‘Only not quite base,’ said Sophy. Then presently, turning on her pillow as though more willing to converse, she said, ‘I am glad it was not last year.’
‘We had troubles enough then!’
‘Not for that—because I should have been base then, and hated myself for it all the time.’
‘That you never could have been!’ cried Albinia. ‘But, my dear, you must let me contrive for you; I would not betray you for all the world, but the sight of these two is more than you ought to undergo. I will not send Genevieve away, but you must go from home.’
‘I don’t think I shall be cross,’ said poor Sophy, simply; ‘I should be ashamed.’
‘Cross! It is I who am cross, because I am to blame; but, dearest, think if you are keeping up out of pride; that will never, never do.’
‘I do not believe it is pride,’ said Sophy, meekly; ‘at least, I hope not. I feel humiliated enough, and I think it may be a sort of shame, as well as consideration for them, that would make me wish that no difference should be made. Do you not think we may let things go on?’ she said, in so humble a manner, that it brought Albinia’s tears, and a kiss was the only answer. ‘Please tell me,’ said Sophy; ‘for I don’t want to deceive myself.’

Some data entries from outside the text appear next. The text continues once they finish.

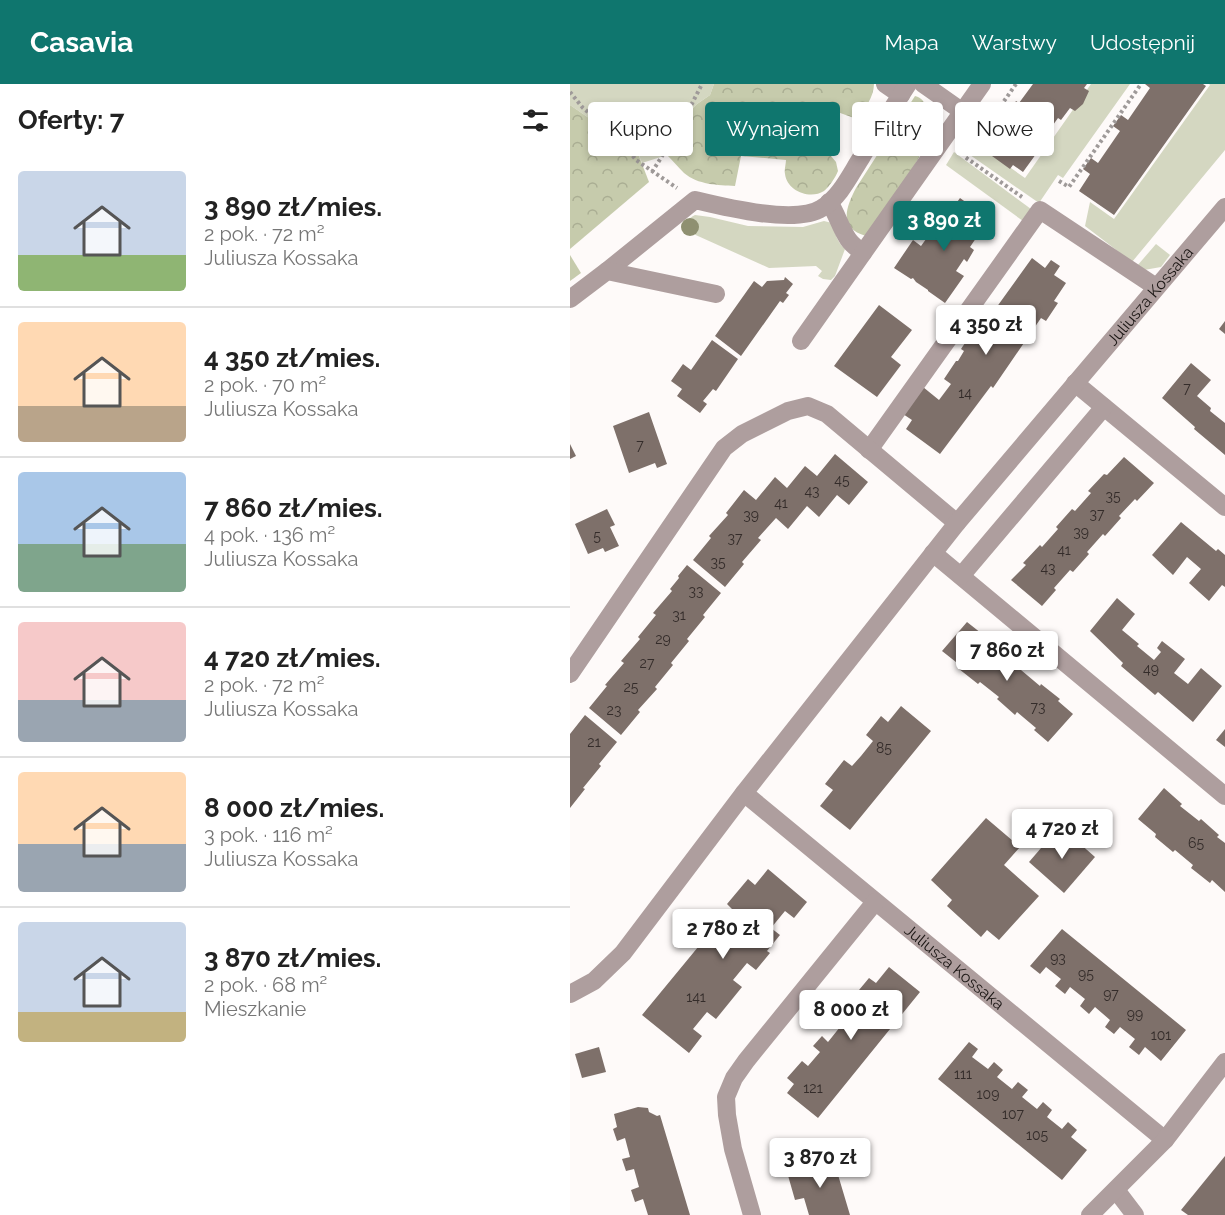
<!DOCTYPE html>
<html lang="pl">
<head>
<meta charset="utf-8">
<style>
	body { margin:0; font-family:Raleway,sans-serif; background:#f6f6f6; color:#222; height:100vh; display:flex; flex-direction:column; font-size:22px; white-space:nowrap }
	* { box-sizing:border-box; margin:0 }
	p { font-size:20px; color:#767676 }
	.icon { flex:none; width:33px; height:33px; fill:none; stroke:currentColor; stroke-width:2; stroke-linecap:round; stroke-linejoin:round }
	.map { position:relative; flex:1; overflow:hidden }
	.side { display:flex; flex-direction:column; background:#fff; width:570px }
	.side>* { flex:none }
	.guide { position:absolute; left:18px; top:18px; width:546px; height:54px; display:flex; gap:12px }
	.price { position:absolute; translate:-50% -51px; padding:0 14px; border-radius:6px; background:#fff; color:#222; font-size:20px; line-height:39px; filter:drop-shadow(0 2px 3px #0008) }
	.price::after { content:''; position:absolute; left:50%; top:36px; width:18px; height:14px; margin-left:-9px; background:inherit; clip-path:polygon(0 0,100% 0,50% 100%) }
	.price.on { background:#0f766e; color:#fff }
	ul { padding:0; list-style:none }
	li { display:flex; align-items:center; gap:18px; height:150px; padding:0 18px }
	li+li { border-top:2px solid #e0e0e0 }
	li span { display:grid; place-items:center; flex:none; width:168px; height:120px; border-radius:6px; color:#555 }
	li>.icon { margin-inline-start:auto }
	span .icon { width:72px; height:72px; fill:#fffc; stroke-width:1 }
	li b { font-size:26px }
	h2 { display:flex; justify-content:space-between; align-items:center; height:72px; padding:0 18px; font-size:26px }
	.chip { padding:0 21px; border-radius:6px; background:#fff; box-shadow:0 3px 9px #0003; font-size:21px; line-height:54px }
	.chip.on { background:#0f766e; color:#fff }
	header { display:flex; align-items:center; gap:36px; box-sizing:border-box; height:84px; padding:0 30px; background:#0f766e; color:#fff }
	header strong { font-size:28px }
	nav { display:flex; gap:33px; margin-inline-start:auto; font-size:21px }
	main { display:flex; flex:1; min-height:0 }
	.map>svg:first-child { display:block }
	.grass { fill:#d4d7c1 }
	.forest { fill:url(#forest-crowns) }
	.building { fill:#7e706a }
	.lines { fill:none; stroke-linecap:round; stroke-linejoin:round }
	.path { stroke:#9f9a99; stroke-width:4; stroke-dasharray:3 3; stroke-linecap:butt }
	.minor { stroke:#ae9e9e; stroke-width:18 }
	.tree { fill:#8f9071 }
	.labels { text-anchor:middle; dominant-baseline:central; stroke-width:4.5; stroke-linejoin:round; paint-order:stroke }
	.number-label { font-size:14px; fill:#342c2a }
	.street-label { font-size:16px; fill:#1b1614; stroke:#fff }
</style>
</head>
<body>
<header>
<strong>Casavia</strong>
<nav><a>Mapa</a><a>Warstwy</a><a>Udostępnij</a></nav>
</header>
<main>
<section class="side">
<h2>Oferty: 7<svg class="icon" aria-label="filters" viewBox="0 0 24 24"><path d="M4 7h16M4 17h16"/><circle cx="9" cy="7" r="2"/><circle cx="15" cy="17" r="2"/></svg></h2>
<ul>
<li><span style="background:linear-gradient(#c9d6e8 70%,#8fb573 0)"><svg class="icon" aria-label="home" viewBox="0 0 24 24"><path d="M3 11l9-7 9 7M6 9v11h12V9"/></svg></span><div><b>3 890 zł/mies.</b><p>2 pok. · 72 m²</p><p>Juliusza Kossaka</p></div></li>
<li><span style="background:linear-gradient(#ffd9b3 70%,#b9a48a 0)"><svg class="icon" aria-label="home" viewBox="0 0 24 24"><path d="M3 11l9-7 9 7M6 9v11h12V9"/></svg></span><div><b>4 350 zł/mies.</b><p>2 pok. · 70 m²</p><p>Juliusza Kossaka</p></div></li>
<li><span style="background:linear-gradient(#a9c7e8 60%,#7fa58c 0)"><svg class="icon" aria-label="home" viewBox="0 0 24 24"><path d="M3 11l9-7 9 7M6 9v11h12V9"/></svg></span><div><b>7 860 zł/mies.</b><p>4 pok. · 136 m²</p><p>Juliusza Kossaka</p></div></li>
<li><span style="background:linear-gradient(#f6c9c9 65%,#9aa5b1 0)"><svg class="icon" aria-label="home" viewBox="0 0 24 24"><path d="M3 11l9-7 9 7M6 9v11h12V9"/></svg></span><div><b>4 720 zł/mies.</b><p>2 pok. · 72 m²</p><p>Juliusza Kossaka</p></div></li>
<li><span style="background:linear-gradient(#ffd9b3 60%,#9aa5b1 0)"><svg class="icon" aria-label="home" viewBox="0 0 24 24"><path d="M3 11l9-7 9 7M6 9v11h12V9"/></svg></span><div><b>8 000 zł/mies.</b><p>3 pok. · 116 m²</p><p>Juliusza Kossaka</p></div></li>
<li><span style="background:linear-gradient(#c9d6e8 75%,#c2b280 0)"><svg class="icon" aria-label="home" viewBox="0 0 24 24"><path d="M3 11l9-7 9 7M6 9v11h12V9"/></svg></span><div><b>3 870 zł/mies.</b><p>2 pok. · 68 m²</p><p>Mieszkanie</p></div></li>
</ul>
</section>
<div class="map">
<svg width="655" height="1131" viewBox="0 0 655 1131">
	<defs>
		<pattern id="forest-crowns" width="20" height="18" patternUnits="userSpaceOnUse" patternTransform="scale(1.5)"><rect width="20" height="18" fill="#c6cbac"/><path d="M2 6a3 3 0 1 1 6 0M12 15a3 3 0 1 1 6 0" fill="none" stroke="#aaae93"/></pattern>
	</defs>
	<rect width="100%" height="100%" fill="#fefaf9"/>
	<g class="grass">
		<polygon points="0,0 144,0 140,11 127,20 97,50 97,71 72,79 67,67 0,21"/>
		<polygon points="521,0 560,0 493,94 488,91 469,119 400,71 407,60 455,94"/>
		<polygon points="639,0 655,0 655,66 562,178 515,142 520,118 544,135 640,1"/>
		<polygon points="395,25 408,34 413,26 419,30 394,67 387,63 404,40 391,31"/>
		<polygon points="384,68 461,125 453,137 376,81"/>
		<path d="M125,131L140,133L178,142L233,143L254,137L262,139C265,149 267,158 275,165L265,192L261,196L253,195L248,192L252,187L246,182L199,184L119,148L115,151C113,142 117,135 125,131Z"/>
		<polygon points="586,160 600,171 591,183 574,186 567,182"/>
	</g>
	<g class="forest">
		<path d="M144,0H304C304,12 295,27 284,34L262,26L245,53L266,78L268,87C265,94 260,102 254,107C240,116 217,107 215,90C214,86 216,80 216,76L171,72L165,102C148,101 128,101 114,89C108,83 103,77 97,71V50L127,20L140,11Z"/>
		<path d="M345,12C352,14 354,17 357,25C358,29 360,34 360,38C361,69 314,126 296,152C268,144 276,123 286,104Z"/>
		<polygon points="0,21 67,67 79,98 0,165"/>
		<polygon points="0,171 11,189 0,197"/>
	</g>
	<g class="building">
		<polygon points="463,0 517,0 514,4 519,7 513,20 505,27 500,24 491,36 488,34 478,48 480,49 474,59 453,88 443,81 440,85 422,72 425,68 416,61 432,38 431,37 438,25 440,26 446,17 449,19"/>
		<polygon points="575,0 633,0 636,2 544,131 509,107 520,90 513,85 521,74 528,79 550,47 543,42 551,31 558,36 580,4"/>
		<polygon points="390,114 419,135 400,163 404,166 397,178 394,175 386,187 394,192 375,219 358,207 358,206 346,198 343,194 341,195 324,184 343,156 351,162 367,140 370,142"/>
		<polygon points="462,174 475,184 481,176 490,182 484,191 496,199 484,217 488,219 476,237 471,234 423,304 421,302 370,370 336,345 342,336 333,330 353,303 369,316 381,300 374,295 386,277 388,277 394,267 391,265 399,253 403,256"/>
		<polygon points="215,193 223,200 216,209 219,211 213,219 210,217 171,272 145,252 184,197 192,203 197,197 214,196"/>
		<polygon points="309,221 342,246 321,273 331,281 307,313 264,282"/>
		<polygon points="655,237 655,250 649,245"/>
		<polygon points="142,256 168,275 146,307 143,305 133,317 137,320 130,329 107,312 112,305 101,297 113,280 121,286"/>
		<polygon points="621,279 641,296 627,312 641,324 640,327 655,339 655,371 624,345 625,343 592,314"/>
		<polygon points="79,328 97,380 87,384 85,379 59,389 43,342"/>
		<polygon points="0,360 6,372 0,375"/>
		<polygon points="265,370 298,398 279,421 267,411 249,433 237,422 218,445 206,434 188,454 191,456 172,478 174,480 155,503 123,476 141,454 139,452 158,431 156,429 174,406 186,416 205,393 217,404 235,382 247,392"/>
		<polygon points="554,373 584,399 567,417 565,415 549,432 551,434 535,452 533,450 517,468 519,470 503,488 500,486 484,504 486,506 472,522 441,496 456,481 453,479 470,461 472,463 488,445 486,443 502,425 505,427 521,409 518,407 534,390 537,391"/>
		<polygon points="37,425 45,441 40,443 49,462 35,468 33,464 18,470 5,440"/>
		<polygon points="611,438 646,467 648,465 655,471 655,503 652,501 639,517 619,499 631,485 617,473 603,491 582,471"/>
		<polygon points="117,481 151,509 133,531 135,533 117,555 119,557 101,579 103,581 85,603 87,605 68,626 70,628 51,651 19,624 37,602 35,601 54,579 51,577 70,555 68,553 86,531 83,529 102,507 100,505 109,494 108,492"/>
		<polygon points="547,514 565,530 552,546 569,560 567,562 584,576 591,568 587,564 592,557 615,575 604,589 618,600 631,584 652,602 623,638 588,608 585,611 551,582 553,579 520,547"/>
		<polygon points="397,538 416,553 414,556 432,571 435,569 453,584 451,586 470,602 471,600 490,615 488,617 503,630 478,658 464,646 466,644 447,628 445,631 427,615 429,613 410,598 408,600 389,585 391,582 372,567"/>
		<polygon points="331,622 361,647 280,746 250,722 263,706 255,700 274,676 282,682 291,672 303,657 296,651 311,632 318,638"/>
		<polygon points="15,631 47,658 29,680 31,682 13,704 15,705 0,724 0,650"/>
		<polygon points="655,645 655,663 646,656"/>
		<polygon points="594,704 612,720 610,722 629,737 631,735 649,751 647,753 655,759 655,808 642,796 640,799 621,784 623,781 605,766 603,768 585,753 586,750 568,735"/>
		<polygon points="416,734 450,763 434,781 469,812 429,856 417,846 411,853 377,822 382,816 361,796"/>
		<polygon points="490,742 525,773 494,809 459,778"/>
		<polygon points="198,785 237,818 224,834 215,827 201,844 210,851 197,867 200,869 186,886 177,879 163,896 172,903 146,935 137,928 123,945 132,952 119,969 72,931 147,840 154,846 160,838 156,836 164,827 157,820 178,795 185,801"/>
		<polygon points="492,845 616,946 591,977 575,963 569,971 559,963 565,955 550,943 544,950 535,943 540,936 525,923 519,930 510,922 515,915 500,903 495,910 485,902 491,895 476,883 470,890 460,882"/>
		<polygon points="319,883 350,908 248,1034 217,1009 224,1000 217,994 232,977 238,982 250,968 243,962 252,952 258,958 270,943 263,937 271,927 279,933 290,918 284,912 299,894 306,899"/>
		<polygon points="399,958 408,965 402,973 418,985 424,978 433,986 427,993 442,1005 448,998 458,1006 452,1013 467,1025 473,1018 482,1026 477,1033 492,1045 498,1038 507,1046 501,1053 517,1066 492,1096 368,995"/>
		<polygon points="29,963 36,988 12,994 5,970"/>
		<polygon points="68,1023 78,1024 79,1028 87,1032 90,1031 120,1131 78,1131 73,1115 65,1118 61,1106 69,1103 64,1085 56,1087 52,1075 60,1073 55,1054 47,1057 43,1045 47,1043 44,1030"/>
		<polygon points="655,1072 655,1131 618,1131 611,1126"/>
		<polygon points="263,1074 280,1131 239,1131 234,1114 225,1116 217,1088"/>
	</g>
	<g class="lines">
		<g class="path">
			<polyline points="446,0 395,73 452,113"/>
			<polyline points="0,8 13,24 47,52 66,76 107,104"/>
			<polyline points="318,68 338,68"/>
			<polyline points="82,88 108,47 132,0"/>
			<polyline points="489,97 499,103 571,0"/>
		</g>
		<g class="minor">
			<polyline points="315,0 331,11"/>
			<polyline points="353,0 393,28"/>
			<path d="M259,118C267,130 270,143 278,155C282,161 288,165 293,169"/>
			<path d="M37,187L125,116C154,123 226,141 252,124C270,113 280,91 291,74C306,49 322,25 338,0"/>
			<polyline points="0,215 37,187 146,210"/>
			<polyline points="231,257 412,0"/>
			<polyline points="505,299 655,423"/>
			<polyline points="299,366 470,126 586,203"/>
			<polyline points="363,469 655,712"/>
			<polyline points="391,492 534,323"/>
			<polyline points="0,590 154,364 172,350 218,327 238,322 257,330 387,439"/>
			<path id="s1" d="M174,709L595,1056"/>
			<path id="s2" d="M0,910L24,897L53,869L174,709L387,439L655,123"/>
			<polyline points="546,1106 565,1131"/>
			<polyline points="182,1131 163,1065 157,1031 156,1013 164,994 176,977 305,818"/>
			<polyline points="520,1131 595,1056 655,978"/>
		</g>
	</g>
	<circle class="tree" cx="120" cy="143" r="9"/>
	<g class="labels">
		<g class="number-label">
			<text x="617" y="304">7</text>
			<text x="395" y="309">14</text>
			<text x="70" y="361">7</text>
			<text x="272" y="396">45</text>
			<text x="242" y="407">43</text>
			<text x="543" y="412">35</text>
			<text x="211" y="419">41</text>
			<text x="527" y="430">37</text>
			<text x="181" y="431">39</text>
			<text x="511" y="448">39</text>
			<text x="27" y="452">5</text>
			<text x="165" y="454">37</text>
			<text x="494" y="466">41</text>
			<text x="148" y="478">35</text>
			<text x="478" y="484">43</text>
			<text x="126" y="507">33</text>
			<text x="109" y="531">31</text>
			<text x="93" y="555">29</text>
			<text x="77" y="579">27</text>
			<text x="581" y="585">49</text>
			<text x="61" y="603">25</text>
			<text x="468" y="623">73</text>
			<text x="44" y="626">23</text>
			<text x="24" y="658">21</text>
			<text x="314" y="664">85</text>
			<text x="626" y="759">65</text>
			<text x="488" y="874">93</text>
			<text x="516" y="890">95</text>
			<text x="541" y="910">97</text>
			<text x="126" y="913">141</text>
			<text x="565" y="930">99</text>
			<text x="591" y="951">101</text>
			<text x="393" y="990">111</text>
			<text x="243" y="1004">121</text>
			<text x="418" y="1010">109</text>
			<text x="443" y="1030">107</text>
			<text x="467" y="1051">105</text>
		</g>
		<g class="street-label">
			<text stroke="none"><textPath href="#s2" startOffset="910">Juliusza Kossaka</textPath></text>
			<text stroke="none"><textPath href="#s1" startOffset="273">Juliusza Kossaka</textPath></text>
		</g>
	</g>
</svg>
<b class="price on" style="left:374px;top:168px">3 890 zł</b>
<b class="price" style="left:416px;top:272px">4 350 zł</b>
<b class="price" style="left:437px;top:598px">7 860 zł</b>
<b class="price" style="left:492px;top:776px">4 720 zł</b>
<b class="price" style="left:153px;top:876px">2 780 zł</b>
<b class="price" style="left:281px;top:957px">8 000 zł</b>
<b class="price" style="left:250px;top:1105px">3 870 zł</b>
<div class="guide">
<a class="chip">Kupno</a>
<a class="chip on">Wynajem</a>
<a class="chip">Filtry</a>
<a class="chip">Nowe</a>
</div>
</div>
</main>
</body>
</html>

‘I am sure I am no judge,’ cried Albinia, ‘after the dreadful mischief I have done.’
‘The mischief was in me,’ said Sophy, ‘or you could not have done it. I saw it all when I was lying awake last night, and how it began, or rather it was before I can remember exactly. I always had craving after something—a yearning for something to fix myself on—and after I grew to read and look out into the world, I thought it must be that. And when I knew I was ugly and disagreeable, I brooded and brooded, and only in my better moments tried to be satisfied with you and papa and the children.’